Willie Watson

Personal information
- Full name: William Watson
- Born: 31 August 1965 (age 60) Auckland, New Zealand
- Batting: Right-handed
- Bowling: Right-arm fast-medium

International information
- National side: New Zealand (1986–1994);
- Test debut (cap 159): 24 July 1986 v England
- Last Test: 12 November 1993 v Australia
- ODI debut (cap 54): 5 April 1986 v Sri Lanka
- Last ODI: 19 January 1994 v Australia

Domestic team information
- 1984/85–1994/95: Auckland

Career statistics
| Competition | Test | ODI | FC | LA |
| Matches | 15 | 61 | 93 | 125 |
| Runs scored | 60 | 86 | 472 | 173 |
| Batting average | 5.00 | 7.81 | 8.90 | 9.10 |
| 100s/50s | 0/0 | 0/0 | 0/0 | 0/0 |
| Top score | 11 | 21 | 38* | 21 |
| Balls bowled | 3,486 | 3,251 | 17,968 | 6,403 |
| Wickets | 40 | 74 | 272 | 159 |
| Bowling average | 34.67 | 30.36 | 27.51 | 26.05 |
| 5 wickets in innings | 1 | 0 | 8 | 1 |
| 10 wickets in match | 0 | 0 | 0 | 0 |
| Best bowling | 6/78 | 4/27 | 7/60 | 7/23 |
| Catches/stumpings | 4/– | 9/– | 23/– | 15/– |
- Source: Cricinfo, 4 February 2017

= Willie Watson (New Zealand cricketer) =

New Zealand cricketer (born 1965)

William Watson (born 31 August 1965) is a former New Zealand cricketer.

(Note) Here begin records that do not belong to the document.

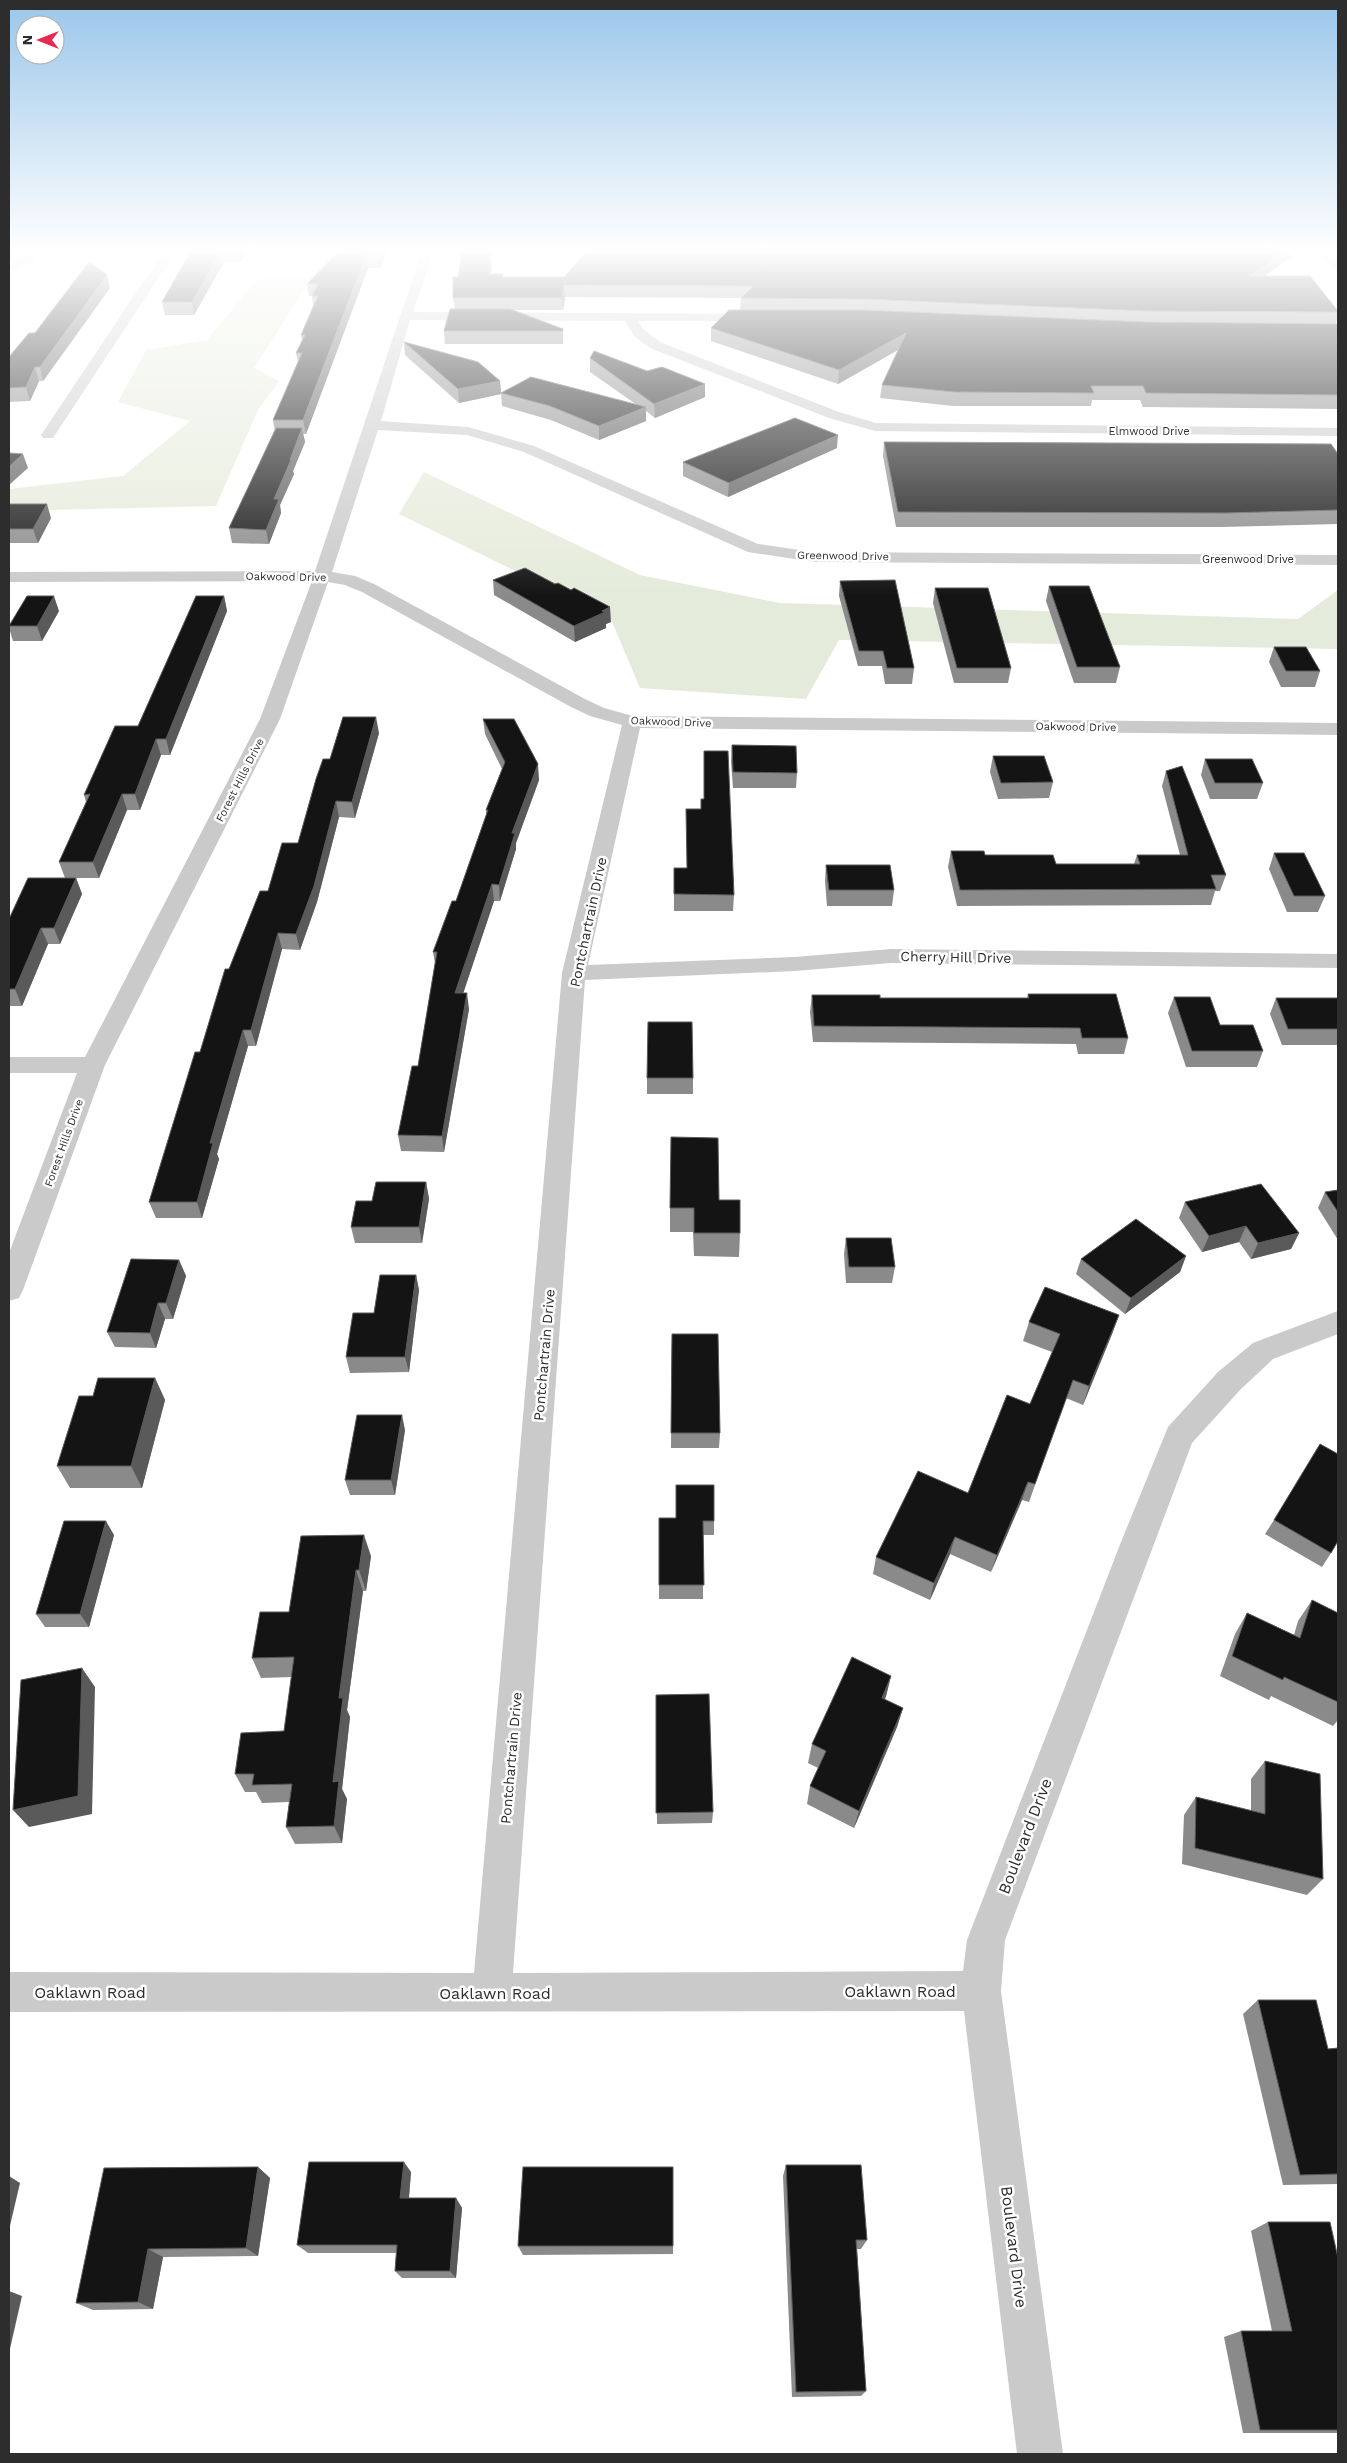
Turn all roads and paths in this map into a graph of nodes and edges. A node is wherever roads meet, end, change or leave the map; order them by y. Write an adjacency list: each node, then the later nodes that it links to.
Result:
1 (94, 366): 6 (street)
2 (390, 366): 4 (street, Forest Hills Drive)
3 (707, 366): 5 (street, Elmwood Drive)
4 (372, 425): 7 (street, Greenwood Drive); 8 (street, Forest Hills Drive)
5 (1338, 432)
6 (48, 435)
7 (1338, 560)
8 (322, 576): 9 (street, Oakwood Drive); 10 (street, Oakwood Drive); 15 (street, Forest Hills Drive)
9 (9, 577)
10 (632, 722): 11 (street, Oakwood Drive); 13 (street, Pontchartrain Drive)
11 (1338, 729)
12 (1338, 961): 13 (street, Cherry Hill Drive)
13 (574, 973): 20 (street, Pontchartrain Drive)
14 (9, 1065): 15 (street)
15 (93, 1065): 16 (street, Forest Hills Drive)
16 (9, 1290)
17 (1338, 1322): 18 (street, Boulevard Drive)
18 (981, 1991): 20 (street, Oaklawn Road); 21 (street, Boulevard Drive)
19 (9, 1992): 20 (street, Oaklawn Road)
20 (492, 1993)
21 (1040, 2454)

Watson, a right-arm fast-medium bowler, played 15 Tests and 61 One Day Internationals for New Zealand between 1986 and 1994. He took his best Test bowling figures of 6 for 78 against Pakistan in Lahore in October 1990.

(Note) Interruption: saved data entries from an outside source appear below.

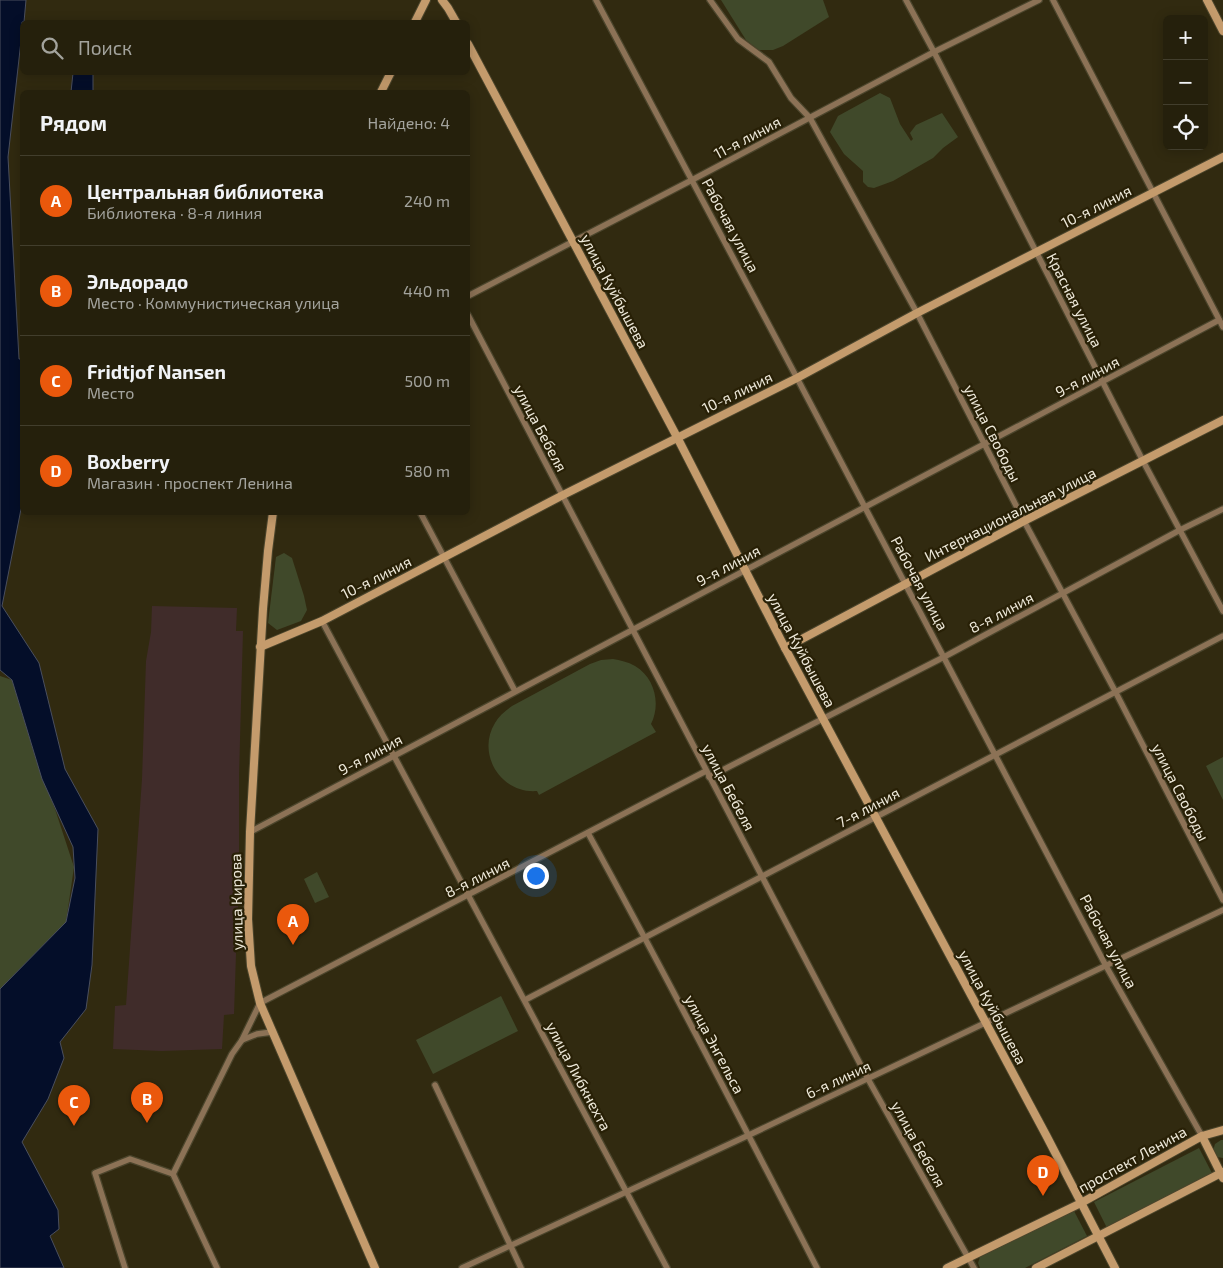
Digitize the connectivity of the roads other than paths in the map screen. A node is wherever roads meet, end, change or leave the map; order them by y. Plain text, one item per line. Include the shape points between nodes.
1 (426, 0) edge
2 (442, 0) edge
3 (596, 0) edge
4 (710, 0) edge
5 (906, 0) edge
6 (1039, 0) edge
7 (1053, 0) edge
8 (1207, 0) edge
9 (416, 20) edge
10 (455, 20) edge
11 (1223, 31) edge
12 (470, 48) edge
13 (934, 52) junction
14 (389, 75) edge
15 (382, 90) edge
16 (810, 118) junction
17 (1223, 156) edge
18 (692, 180) junction
19 (1154, 192) junction
20 (573, 242) junction
21 (1036, 252) junction
22 (470, 295) edge
23 (917, 313) junction
24 (470, 319) edge
25 (1219, 320) junction
26 (1223, 327) edge
27 (797, 378) junction
28 (1102, 382) junction
29 (1223, 420) edge
30 (677, 437) junction
31 (984, 444) junction
32 (1143, 461) junction
33 (563, 496) junction
34 (864, 507) junction
35 (1223, 509) edge
36 (273, 515) edge
37 (422, 515) edge
38 (1024, 521) junction
39 (1180, 530) junction
40 (444, 558) junction
41 (745, 570) junction
42 (904, 584) junction
43 (1062, 593) junction
44 (1223, 611) edge
45 (322, 621) junction
46 (632, 629) junction
47 (1223, 636) edge
48 (260, 647) junction
49 (785, 648) junction
50 (944, 657) junction
51 (1115, 691) junction
52 (515, 692) junction
53 (823, 719) junction
54 (393, 752) junction
55 (995, 754) junction
56 (706, 771) junction
57 (710, 777) junction
58 (875, 817) junction
59 (250, 832) junction
60 (588, 833) junction
61 (763, 876) junction
62 (469, 895) junction
63 (1223, 900) edge
64 (1223, 910) edge
65 (645, 937) junction
66 (1106, 966) junction
67 (524, 1000) junction
68 (260, 1003) junction
69 (986, 1024) junction
70 (272, 1032) junction
71 (242, 1040) junction
72 (868, 1079) junction
73 (435, 1085) dead end
74 (1223, 1130) edge
75 (749, 1135) junction
76 (1202, 1136) junction
77 (173, 1174) junction
78 (1222, 1175) edge
79 (628, 1192) junction
80 (1081, 1203) junction
81 (1098, 1237) junction
82 (510, 1246) junction
83 (968, 1258) junction
84 (126, 1268) edge
85 (217, 1268) edge
86 (375, 1268) edge
87 (462, 1268) edge
88 (521, 1268) edge
89 (667, 1268) edge
90 (817, 1268) edge
91 (947, 1268) edge
92 (974, 1268) edge
93 (1036, 1268) edge
94 (1116, 1268) edge

1 - 9 street
2 - 10 street
3 - 18 street, Рабочая улица
4 - 16 street, улица Свободы via 738,39 769,62 791,98
5 - 13 street, Красная улица
6 - 13 street, 11-я линия
7 - 19 street
8 - 11 street
12 - 20 street, улица Куйбышева
13 - 16 street, 11-я линия
13 - 21 street, Красная улица
14 - 15 street
16 - 18 street, 11-я линия
16 - 23 street, улица Свободы
17 - 19 street, 10-я линия
18 - 20 street, 11-я линия
18 - 27 street, Рабочая улица
19 - 21 street, 10-я линия
19 - 25 street
20 - 22 street, 11-я линия
20 - 30 street, улица Куйбышева
21 - 23 street, 10-я линия
21 - 28 street, Красная улица
23 - 27 street, 10-я линия
23 - 31 street, улица Свободы
24 - 33 street, улица Бебеля
25 - 26 street
25 - 28 street, 9-я линия
27 - 30 street, 10-я линия
27 - 34 street, Рабочая улица
28 - 31 street, 9-я линия
28 - 32 street, Красная улица
29 - 32 street, Интернациональная улица
30 - 33 street, 10-я линия
30 - 41 street, улица Куйбышева
31 - 34 street, 9-я линия
31 - 38 street, улица Свободы
32 - 38 street, Интернациональная улица
32 - 39 street, Красная улица
33 - 40 street, 10-я линия
33 - 46 street, улица Бебеля
34 - 41 street, 9-я линия
34 - 42 street, Рабочая улица
35 - 39 street, 8-я линия
36 - 48 street, улица Кирова
37 - 40 street
38 - 42 street, Интернациональная улица
38 - 43 street, улица Свободы
39 - 43 street, 8-я линия
39 - 44 street, Красная улица
40 - 45 street, 10-я линия
40 - 52 street
41 - 46 street, 9-я линия
41 - 49 street, улица Куйбышева
42 - 49 street, Интернациональная улица
42 - 50 street, Рабочая улица
43 - 50 street, 8-я линия
43 - 51 street, улица Свободы
45 - 48 street, 10-я линия
45 - 54 street
46 - 52 street, 9-я линия
46 - 56 street, улица Бебеля
47 - 51 street, 7-я линия
48 - 59 street, улица Кирова
49 - 53 street, улица Куйбышева
50 - 53 street, 8-я линия
50 - 55 street, Рабочая улица
51 - 55 street, 7-я линия
51 - 63 street, улица Свободы
52 - 54 street, 9-я линия
53 - 57 street, 8-я линия
53 - 58 street, улица Куйбышева
54 - 59 street, 9-я линия
54 - 62 street, улица Либкнехта
55 - 58 street, 7-я линия
55 - 66 street, Рабочая улица
56 - 57 street, улица Бебеля
56 - 60 street, 8-я линия
57 - 61 street, улица Бебеля
58 - 61 street, 7-я линия
58 - 69 street, улица Куйбышева
59 - 68 street, улица Кирова via 248,919 251,966
60 - 62 street, 8-я линия
60 - 65 street, улица Энгельса
61 - 65 street, 7-я линия
61 - 72 street, улица Бебеля
62 - 67 street, улица Либкнехта
62 - 68 street, 8-я линия
64 - 66 street, 6-я линия
65 - 67 street, 7-я линия
65 - 75 street, улица Энгельса
66 - 69 street, 6-я линия
66 - 76 street, Рабочая улица
67 - 79 street, улица Либкнехта
68 - 70 street, улица Кирова
68 - 71 street
69 - 72 street, 6-я линия
69 - 80 street, улица Куйбышева
70 - 71 street
70 - 86 street, улица Кирова
71 - 77 street
72 - 75 street, 6-я линия
72 - 83 street, улица Бебеля
73 - 82 street
74 - 76 street, проспект Ленина
75 - 79 street, 6-я линия
75 - 90 street, улица Энгельса
76 - 78 street, Рабочая улица
76 - 80 street, проспект Ленина
77 - 84 street via 130,1159 95,1173
77 - 85 street
78 - 81 street
79 - 82 street, 6-я линия
79 - 89 street, улица Либкнехта
80 - 81 street, улица Куйбышева
80 - 83 street, проспект Ленина
81 - 93 street
81 - 94 street, улица Куйбышева
82 - 87 street, 6-я линия
82 - 88 street
83 - 91 street, проспект Ленина
83 - 92 street, улица Бебеля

Watson played first-class cricket for Auckland from 1984–85 to 1994–95. He took his best first-class figures of 7 for 60 in Auckland's innings victory over Central Districts in 1989–90.

Since retiring from cricket, Watson has worked for Lion, Cadbury, DB Breweries and Bic.